-- Records shown follows --

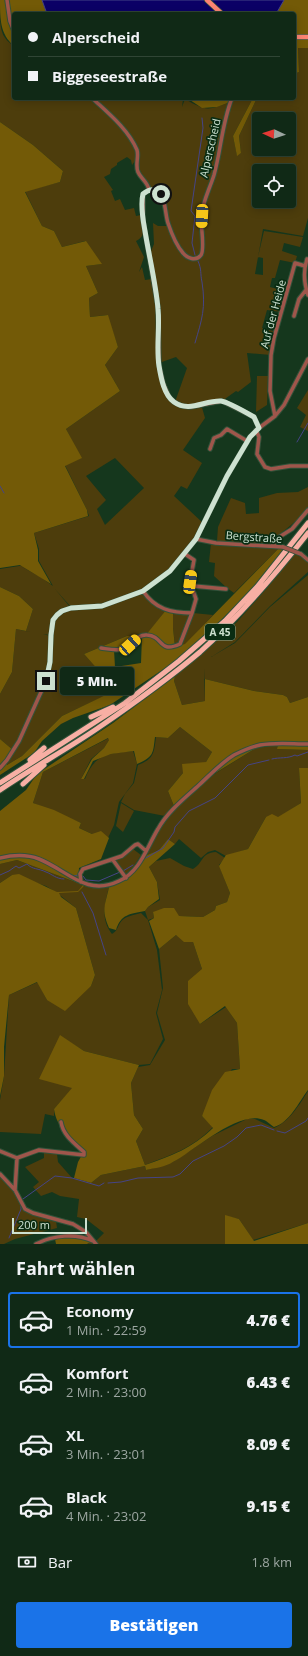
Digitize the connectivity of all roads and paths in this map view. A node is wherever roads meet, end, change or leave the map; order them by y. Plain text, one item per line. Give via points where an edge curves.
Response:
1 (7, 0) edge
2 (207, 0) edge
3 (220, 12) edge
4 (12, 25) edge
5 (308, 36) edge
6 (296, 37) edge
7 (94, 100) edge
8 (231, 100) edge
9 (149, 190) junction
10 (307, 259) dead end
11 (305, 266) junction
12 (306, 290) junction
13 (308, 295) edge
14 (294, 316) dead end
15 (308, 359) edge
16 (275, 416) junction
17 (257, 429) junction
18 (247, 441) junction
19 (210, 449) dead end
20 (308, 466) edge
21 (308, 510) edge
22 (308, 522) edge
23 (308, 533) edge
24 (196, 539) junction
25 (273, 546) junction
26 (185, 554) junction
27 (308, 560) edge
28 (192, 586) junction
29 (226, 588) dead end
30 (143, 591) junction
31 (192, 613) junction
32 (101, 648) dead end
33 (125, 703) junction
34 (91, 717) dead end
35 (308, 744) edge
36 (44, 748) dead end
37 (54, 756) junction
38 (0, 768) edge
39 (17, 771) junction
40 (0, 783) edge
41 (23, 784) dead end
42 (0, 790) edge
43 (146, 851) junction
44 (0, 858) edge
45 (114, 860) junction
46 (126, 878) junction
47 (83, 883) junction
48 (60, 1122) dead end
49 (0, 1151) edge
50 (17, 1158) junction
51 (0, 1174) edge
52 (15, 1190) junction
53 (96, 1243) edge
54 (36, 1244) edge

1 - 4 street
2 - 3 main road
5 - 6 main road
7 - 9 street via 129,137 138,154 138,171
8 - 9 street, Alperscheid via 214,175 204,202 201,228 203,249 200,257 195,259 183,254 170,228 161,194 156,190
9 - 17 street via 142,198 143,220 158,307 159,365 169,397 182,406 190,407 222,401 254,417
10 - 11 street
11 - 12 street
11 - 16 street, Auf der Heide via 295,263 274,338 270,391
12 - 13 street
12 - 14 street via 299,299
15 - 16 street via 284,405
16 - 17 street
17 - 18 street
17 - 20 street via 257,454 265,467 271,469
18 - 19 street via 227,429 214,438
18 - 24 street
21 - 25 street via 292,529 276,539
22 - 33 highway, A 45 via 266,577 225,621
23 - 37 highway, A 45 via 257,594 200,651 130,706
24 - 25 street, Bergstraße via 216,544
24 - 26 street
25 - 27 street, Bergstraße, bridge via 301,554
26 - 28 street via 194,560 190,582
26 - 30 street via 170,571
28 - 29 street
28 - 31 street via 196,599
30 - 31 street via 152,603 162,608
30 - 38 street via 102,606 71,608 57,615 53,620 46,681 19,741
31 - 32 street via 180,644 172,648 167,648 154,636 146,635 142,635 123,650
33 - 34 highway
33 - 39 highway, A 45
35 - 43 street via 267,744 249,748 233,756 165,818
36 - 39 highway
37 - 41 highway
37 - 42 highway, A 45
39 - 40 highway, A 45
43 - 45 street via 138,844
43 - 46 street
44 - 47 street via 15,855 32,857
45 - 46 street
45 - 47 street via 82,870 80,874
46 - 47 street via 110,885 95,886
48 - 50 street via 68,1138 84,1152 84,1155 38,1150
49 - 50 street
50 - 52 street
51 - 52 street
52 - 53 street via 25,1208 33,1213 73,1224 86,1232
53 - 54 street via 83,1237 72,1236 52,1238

-- Records shown concluded --
-- Records shown follows --

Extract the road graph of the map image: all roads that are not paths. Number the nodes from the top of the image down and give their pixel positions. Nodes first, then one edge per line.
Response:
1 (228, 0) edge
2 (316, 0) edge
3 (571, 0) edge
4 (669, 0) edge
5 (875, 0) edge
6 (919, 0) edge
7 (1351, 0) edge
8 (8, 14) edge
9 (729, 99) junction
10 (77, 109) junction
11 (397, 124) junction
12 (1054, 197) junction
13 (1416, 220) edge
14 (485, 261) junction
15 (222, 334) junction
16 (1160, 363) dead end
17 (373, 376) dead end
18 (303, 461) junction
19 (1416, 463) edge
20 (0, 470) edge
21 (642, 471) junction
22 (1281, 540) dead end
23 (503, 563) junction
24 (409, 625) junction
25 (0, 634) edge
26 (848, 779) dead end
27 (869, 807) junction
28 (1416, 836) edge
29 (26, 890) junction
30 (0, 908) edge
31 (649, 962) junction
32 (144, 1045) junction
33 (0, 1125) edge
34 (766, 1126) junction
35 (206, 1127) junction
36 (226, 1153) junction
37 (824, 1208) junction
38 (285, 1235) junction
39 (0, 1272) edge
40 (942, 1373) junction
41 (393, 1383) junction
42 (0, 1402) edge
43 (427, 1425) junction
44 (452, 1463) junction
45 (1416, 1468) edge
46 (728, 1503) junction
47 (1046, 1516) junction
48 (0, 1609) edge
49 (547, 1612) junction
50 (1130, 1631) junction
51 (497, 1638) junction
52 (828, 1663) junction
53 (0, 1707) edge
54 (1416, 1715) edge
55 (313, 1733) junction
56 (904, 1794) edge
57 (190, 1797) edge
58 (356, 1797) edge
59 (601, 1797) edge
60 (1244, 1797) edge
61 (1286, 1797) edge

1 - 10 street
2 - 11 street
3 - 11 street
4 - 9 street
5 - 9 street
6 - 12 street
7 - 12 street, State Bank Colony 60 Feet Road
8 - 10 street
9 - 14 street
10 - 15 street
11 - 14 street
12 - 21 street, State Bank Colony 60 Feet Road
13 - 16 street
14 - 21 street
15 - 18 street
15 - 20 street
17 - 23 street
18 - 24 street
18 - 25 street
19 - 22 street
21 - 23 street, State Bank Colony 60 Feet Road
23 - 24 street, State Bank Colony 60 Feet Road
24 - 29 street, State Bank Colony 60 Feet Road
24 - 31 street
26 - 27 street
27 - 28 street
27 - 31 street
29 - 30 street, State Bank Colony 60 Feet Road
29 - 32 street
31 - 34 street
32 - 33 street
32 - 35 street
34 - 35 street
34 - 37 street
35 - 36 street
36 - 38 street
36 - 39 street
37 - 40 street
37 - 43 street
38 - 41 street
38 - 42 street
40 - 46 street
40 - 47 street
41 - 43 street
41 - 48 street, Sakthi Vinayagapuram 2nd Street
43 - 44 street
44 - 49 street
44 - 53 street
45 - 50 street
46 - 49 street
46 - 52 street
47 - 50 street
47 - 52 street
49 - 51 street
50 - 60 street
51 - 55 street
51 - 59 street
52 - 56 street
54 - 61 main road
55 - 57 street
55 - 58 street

-- Records shown concluded --
-- Records shown follows --

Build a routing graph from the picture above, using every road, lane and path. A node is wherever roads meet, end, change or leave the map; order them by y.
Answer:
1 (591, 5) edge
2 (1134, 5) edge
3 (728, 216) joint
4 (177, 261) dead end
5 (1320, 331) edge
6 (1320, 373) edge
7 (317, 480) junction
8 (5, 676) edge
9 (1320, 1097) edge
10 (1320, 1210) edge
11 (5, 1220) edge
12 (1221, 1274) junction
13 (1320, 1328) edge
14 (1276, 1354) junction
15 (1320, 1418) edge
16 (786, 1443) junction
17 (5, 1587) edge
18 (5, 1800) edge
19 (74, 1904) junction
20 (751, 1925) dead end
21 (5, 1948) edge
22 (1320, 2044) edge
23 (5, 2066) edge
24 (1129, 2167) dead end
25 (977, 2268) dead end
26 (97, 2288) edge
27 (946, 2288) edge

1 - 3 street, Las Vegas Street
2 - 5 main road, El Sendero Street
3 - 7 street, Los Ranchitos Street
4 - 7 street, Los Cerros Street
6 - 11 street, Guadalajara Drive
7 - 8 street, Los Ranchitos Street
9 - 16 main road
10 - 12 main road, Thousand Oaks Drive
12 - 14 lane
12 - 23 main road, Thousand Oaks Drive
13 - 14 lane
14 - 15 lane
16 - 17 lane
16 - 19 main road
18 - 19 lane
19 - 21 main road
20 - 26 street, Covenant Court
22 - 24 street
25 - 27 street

-- Records shown concluded --

▶ [Brief]
Find and copy each line above that includes the string "Oaks".

▶ [Response area]
10 - 12 main road, Thousand Oaks Drive
12 - 23 main road, Thousand Oaks Drive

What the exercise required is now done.